Also, `PyCell` provides [RefCell](https://doc.rust-lang.org/std/cell/struct.RefCell.html)-like methods
to ensure Rust's borrow rules.
See [the documentation](https://docs.rs/pyo3/latest/pyo3/pycell/struct.PyCell.html) for more.
`PyCell<T>` requires that `T` implements `PyClass`.
This trait is somewhat complex and derives many traits, but the most important one is `PyTypeObject`
in [`src/type_object.rs`].
`PyTypeObject` is also implemented for built-in types.
In Python, all objects have their types, and types are also objects of `type`.
For example, you can see `type({})` shows `dict` and `type(type({}))` shows `type` in Python REPL.
`T: PyTypeObject` implies that `T` has a corresponding type object.
## 4. Protocol methods
Python has some built-in special methods called dunder, such as `__iter__`.

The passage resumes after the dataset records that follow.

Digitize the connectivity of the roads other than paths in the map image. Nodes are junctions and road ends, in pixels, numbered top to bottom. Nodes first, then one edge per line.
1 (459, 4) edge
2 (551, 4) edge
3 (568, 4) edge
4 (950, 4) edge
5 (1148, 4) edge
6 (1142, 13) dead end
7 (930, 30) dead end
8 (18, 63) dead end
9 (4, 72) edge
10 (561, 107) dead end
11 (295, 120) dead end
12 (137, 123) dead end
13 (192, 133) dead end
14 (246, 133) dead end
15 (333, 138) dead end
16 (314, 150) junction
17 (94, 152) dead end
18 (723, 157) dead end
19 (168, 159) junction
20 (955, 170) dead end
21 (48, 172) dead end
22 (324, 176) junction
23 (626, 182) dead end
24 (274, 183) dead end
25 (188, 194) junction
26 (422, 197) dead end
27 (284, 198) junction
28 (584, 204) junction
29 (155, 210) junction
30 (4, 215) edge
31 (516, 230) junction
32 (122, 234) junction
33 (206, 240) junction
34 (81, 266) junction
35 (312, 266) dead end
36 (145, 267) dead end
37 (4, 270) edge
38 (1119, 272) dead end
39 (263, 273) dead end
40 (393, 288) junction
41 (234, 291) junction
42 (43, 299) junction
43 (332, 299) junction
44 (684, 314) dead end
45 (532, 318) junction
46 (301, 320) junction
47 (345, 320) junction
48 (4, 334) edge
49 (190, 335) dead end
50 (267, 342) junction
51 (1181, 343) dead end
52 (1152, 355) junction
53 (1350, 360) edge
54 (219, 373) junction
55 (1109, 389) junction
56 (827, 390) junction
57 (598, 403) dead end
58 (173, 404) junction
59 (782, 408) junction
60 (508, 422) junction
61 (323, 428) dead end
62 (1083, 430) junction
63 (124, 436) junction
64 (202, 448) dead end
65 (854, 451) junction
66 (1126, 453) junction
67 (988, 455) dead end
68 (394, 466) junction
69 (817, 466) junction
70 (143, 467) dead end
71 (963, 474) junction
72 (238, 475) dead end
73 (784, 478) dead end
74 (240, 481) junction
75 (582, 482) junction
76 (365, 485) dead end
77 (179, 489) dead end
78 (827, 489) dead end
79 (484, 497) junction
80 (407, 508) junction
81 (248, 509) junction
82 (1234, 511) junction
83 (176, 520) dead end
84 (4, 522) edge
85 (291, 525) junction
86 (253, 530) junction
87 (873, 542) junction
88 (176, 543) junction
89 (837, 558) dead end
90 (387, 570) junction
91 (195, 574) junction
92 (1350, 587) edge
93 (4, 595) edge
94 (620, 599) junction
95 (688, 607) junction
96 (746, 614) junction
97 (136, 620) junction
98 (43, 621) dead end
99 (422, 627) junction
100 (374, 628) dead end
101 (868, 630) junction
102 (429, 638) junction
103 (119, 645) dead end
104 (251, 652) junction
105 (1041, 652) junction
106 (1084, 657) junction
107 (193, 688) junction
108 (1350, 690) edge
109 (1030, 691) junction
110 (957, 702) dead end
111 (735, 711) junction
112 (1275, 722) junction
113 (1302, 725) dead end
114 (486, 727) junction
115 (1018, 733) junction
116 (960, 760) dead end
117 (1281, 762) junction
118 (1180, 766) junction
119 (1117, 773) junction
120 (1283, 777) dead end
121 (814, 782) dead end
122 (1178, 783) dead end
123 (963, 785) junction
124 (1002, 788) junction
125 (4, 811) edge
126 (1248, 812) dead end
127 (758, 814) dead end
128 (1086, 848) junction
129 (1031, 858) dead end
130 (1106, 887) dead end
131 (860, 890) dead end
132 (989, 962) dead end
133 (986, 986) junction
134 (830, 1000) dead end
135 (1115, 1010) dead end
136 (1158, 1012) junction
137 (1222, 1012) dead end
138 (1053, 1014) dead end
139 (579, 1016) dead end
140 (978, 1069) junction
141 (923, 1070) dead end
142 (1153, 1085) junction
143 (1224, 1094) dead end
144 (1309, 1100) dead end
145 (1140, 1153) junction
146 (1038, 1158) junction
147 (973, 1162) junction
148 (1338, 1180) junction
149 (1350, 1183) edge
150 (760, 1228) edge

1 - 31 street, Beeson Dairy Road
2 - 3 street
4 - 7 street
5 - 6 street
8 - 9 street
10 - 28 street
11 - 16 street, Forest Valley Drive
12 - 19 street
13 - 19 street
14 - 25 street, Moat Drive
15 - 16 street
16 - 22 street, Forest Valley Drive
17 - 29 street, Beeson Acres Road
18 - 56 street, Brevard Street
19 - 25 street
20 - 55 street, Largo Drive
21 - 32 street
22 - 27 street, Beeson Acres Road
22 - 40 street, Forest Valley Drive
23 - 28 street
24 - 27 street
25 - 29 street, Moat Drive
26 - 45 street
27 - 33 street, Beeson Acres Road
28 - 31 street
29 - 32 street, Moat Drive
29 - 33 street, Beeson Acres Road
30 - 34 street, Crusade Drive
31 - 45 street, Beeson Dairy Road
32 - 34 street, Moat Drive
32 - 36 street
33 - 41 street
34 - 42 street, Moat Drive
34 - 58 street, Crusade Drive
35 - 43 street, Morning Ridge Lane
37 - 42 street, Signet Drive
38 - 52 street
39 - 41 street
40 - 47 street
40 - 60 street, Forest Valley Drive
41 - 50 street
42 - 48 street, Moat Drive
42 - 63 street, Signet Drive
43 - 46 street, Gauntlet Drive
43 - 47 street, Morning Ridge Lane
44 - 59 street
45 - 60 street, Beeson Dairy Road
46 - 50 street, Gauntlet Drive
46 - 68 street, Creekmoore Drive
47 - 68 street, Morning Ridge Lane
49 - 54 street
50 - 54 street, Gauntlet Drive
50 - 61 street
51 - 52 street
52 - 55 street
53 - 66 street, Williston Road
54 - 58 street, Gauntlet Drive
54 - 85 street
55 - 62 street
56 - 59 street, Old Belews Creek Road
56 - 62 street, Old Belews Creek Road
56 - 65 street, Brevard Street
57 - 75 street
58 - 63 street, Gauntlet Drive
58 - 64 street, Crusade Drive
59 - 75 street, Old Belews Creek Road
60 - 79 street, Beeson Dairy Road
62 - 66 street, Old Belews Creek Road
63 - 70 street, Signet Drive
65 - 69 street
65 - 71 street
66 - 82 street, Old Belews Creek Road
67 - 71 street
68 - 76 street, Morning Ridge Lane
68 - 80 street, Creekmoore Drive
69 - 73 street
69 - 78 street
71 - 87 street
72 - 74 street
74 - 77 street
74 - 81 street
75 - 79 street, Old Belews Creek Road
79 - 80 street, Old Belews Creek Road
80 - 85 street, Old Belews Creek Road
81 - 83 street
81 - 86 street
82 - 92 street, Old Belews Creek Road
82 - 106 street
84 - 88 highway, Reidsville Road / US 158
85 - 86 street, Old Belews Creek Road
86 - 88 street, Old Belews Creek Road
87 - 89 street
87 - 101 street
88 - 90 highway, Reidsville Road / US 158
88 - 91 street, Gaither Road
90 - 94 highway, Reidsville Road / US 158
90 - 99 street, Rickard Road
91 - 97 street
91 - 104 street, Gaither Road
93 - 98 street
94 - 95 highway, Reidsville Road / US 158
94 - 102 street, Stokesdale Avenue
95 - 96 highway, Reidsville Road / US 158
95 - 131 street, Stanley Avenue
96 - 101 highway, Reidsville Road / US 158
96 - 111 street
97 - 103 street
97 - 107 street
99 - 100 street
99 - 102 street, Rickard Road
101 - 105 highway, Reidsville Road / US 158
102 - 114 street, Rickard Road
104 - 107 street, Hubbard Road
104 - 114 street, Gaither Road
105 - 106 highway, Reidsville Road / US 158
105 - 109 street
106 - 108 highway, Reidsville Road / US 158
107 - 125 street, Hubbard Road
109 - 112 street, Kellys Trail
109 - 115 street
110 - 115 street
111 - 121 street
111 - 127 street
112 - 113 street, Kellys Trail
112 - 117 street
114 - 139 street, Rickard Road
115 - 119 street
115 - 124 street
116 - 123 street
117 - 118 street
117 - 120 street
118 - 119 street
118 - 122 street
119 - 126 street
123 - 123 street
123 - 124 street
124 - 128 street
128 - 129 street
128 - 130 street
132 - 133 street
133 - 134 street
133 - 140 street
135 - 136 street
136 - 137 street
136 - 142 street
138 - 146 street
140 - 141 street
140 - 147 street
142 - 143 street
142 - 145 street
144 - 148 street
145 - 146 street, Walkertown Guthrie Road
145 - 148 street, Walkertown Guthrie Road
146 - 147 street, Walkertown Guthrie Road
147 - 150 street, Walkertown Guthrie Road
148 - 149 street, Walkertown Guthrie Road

They are called [abstract objects layer](https://docs.python.org/3/c-api/abstract.html) in
Python/C API.
We provide a way to implement those protocols by using `#[pyproto]` and specific traits, such
as `PyIterProtocol`.
[`src/class`] defines these traits.
Each protocol method has a corresponding FFI function.
For example, `PyIterProtocol::__iter__` has
`pub unsafe extern "C" fn iter<T>(slf: *mut PyObject) -> *mut PyObject`.
When `#[pyproto]` finds that `T` implements `PyIterProtocol::__iter__`, it automatically
sets `iter<T>` on the type object of `T`.
Also, [`src/class/methods.rs`] has utilities for `#[pyfunction]` and [`src/class/impl_.rs`] has
some internal tricks for making `#[pyproto]` flexible.
## 5. Procedural macros to simplify usage for users.
[`pyo3-macros`] provides six proc-macro APIs: `pymodule`, `pyproto`, `pyfunction`, `pyclass`,
`pymethods`, and `#[derive(FromPyObject)]`.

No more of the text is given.